Assigned task - From the first line to the last, reproduce the data exactly.
[Start of Attachment]
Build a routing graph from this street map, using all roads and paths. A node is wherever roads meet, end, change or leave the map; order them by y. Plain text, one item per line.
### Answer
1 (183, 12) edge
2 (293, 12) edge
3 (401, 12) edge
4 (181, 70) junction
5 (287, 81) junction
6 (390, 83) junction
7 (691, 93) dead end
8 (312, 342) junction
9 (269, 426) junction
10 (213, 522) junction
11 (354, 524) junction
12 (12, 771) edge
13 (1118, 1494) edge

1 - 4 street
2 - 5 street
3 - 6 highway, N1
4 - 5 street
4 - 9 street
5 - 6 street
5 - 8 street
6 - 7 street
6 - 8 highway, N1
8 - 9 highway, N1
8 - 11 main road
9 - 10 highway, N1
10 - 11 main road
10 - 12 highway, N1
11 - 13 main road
[End of Attachment]
Solution for this task -
Build a routing graph from this street map, using all roads and paths. A node is wherever roads meet, end, change or leave the map; order them by y. Plain text, one item per line.
### Answer
1 (183, 12) edge
2 (293, 12) edge
3 (401, 12) edge
4 (181, 70) junction
5 (287, 81) junction
6 (390, 83) junction
7 (691, 93) dead end
8 (312, 342) junction
9 (269, 426) junction
10 (213, 522) junction
11 (354, 524) junction
12 (12, 771) edge
13 (1118, 1494) edge

1 - 4 street
2 - 5 street
3 - 6 highway, N1
4 - 5 street
4 - 9 street
5 - 6 street
5 - 8 street
6 - 7 street
6 - 8 highway, N1
8 - 9 highway, N1
8 - 11 main road
9 - 10 highway, N1
10 - 11 main road
10 - 12 highway, N1
11 - 13 main road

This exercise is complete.